安陪晴明(あべのせいめい)と呪術の腕をきそった話も多く伝えられている。彼の名前が世に多く知られていくにつれて、晴明を負かすことができれば、上流貴族にとり入れて出世しようとする野心家が続出してきたのだ。
歌舞伎の世界では、安陪晴明(あべのせいめい)は人気者である。彼は、道魔法師(どうまほうし)またの名を蘆屋道満(あしやどうまん)という悪い呪術師を痛快にやっつけている。
道魔法師は、密教の呪術を身に着け、呪い(のろい)を物にのせることによって人を殺すというワザがあった。そこで、彼は、右大臣を務める藤原顕光(すがわらあきみつ)という権力者に近づいた。そして、「左大臣の藤原道長(ふじわらみちなが)さえいなくなれば、あなたを左大臣にすすめます。」とたたきつけた。そのため、顕光は道長を呪殺(じゅさつ)してくれと道魔法師に依頼した。このころ道長は、名高い安陪晴明に身辺を守らせていた。
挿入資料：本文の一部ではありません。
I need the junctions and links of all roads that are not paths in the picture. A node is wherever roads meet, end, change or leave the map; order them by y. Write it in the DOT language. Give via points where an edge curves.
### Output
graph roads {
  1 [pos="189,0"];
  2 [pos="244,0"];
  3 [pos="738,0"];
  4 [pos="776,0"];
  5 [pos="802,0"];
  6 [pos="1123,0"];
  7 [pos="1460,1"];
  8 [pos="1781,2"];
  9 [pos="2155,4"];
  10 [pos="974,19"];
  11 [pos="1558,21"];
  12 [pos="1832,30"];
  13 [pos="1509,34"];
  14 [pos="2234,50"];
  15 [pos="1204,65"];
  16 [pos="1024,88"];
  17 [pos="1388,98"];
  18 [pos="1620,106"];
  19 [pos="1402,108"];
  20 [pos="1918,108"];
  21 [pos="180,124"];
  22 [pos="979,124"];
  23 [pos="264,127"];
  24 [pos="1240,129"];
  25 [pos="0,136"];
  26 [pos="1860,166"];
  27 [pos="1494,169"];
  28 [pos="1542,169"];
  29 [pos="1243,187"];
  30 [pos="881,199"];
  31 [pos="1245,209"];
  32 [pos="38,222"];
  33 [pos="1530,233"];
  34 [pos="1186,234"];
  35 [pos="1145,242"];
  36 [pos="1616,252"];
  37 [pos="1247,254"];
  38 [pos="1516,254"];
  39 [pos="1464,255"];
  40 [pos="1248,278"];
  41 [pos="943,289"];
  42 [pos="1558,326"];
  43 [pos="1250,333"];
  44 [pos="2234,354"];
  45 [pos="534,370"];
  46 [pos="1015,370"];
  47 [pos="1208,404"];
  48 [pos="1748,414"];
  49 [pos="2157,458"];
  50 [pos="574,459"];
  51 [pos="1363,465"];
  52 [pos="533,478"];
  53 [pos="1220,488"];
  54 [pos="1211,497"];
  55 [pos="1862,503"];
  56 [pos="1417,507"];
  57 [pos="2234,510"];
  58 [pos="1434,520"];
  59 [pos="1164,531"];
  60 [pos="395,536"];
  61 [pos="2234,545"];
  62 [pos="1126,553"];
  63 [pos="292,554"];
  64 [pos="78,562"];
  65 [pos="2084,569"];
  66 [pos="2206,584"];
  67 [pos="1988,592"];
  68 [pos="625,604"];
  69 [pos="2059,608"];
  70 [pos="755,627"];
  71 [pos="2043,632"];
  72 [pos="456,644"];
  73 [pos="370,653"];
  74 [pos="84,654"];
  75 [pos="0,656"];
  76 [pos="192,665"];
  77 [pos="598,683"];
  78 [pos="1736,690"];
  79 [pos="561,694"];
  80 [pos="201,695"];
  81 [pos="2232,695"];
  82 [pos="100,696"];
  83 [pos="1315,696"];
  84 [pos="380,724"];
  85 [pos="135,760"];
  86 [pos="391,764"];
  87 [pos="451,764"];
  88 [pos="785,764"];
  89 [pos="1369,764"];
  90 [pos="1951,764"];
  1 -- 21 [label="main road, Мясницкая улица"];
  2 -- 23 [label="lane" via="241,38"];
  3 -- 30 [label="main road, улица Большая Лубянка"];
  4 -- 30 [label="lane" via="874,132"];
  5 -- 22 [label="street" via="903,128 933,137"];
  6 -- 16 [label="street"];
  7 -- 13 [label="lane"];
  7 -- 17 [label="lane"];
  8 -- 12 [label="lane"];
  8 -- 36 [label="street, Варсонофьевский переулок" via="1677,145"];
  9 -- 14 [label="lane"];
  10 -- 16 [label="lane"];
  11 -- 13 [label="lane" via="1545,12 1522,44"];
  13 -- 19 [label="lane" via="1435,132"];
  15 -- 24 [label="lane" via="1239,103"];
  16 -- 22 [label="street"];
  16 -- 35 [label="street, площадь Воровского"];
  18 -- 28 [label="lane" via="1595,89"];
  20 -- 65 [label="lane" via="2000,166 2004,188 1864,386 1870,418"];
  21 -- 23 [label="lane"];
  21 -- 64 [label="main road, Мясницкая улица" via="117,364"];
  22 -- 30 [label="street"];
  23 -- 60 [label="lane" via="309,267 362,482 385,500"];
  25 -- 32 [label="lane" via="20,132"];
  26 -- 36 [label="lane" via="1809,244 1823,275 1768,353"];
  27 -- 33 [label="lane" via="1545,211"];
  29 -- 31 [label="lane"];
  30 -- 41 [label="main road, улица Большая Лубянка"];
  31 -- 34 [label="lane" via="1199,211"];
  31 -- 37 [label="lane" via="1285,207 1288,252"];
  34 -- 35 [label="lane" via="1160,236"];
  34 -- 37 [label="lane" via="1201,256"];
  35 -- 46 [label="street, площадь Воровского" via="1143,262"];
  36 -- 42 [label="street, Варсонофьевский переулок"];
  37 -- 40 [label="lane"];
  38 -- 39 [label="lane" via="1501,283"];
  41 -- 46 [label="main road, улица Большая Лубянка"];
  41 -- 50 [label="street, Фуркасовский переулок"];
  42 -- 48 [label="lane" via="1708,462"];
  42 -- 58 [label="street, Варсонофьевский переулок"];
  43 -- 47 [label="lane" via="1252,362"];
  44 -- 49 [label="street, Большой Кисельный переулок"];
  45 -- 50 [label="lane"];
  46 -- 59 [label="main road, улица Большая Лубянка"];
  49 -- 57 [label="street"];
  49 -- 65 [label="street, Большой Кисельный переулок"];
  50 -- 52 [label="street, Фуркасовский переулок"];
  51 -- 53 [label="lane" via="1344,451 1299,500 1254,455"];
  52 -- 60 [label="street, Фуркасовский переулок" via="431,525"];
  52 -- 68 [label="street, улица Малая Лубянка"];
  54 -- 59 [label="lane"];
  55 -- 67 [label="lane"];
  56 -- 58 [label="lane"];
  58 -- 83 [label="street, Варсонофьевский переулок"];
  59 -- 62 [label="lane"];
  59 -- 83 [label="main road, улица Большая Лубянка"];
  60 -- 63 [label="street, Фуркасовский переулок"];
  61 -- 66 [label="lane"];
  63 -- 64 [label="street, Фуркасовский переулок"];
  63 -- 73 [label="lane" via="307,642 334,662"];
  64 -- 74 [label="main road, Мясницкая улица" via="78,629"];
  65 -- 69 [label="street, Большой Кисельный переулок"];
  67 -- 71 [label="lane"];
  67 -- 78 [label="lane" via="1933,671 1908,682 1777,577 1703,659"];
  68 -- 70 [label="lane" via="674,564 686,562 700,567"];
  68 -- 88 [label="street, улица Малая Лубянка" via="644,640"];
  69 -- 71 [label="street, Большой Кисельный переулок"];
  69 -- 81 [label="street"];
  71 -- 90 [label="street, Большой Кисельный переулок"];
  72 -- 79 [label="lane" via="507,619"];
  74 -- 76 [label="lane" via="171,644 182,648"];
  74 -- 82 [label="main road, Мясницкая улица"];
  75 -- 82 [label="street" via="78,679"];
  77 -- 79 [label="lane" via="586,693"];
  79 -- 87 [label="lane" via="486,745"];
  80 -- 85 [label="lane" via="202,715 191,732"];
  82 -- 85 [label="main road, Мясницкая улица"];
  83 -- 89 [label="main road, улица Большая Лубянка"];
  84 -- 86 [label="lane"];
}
さまざまな呪術を使って道長をねらう者が多かったからだ。
しかし、道魔法師は、自分の呪術は晴明をはるかに上回るものだと主張し、自信たっぷりであった。彼は、朝廷の儀式のときに左大臣が通る道に呪物を埋めておいた。どころが道長が道魔法師のワナに近づくと、晴明が危険を感じ、道長のお供の者に晴明が指摘した場所を掘らせた。すると、恐ろしげな呪物が出てきた。役人たちの調べによって、それは道魔法師が埋めたものだとわかり、道魔法師は重い罰をうけた。
藤原顕光は、その呪術は法師が勝手にやったことだと言い張り、彼はなんのおとがめもうけずにすんだ。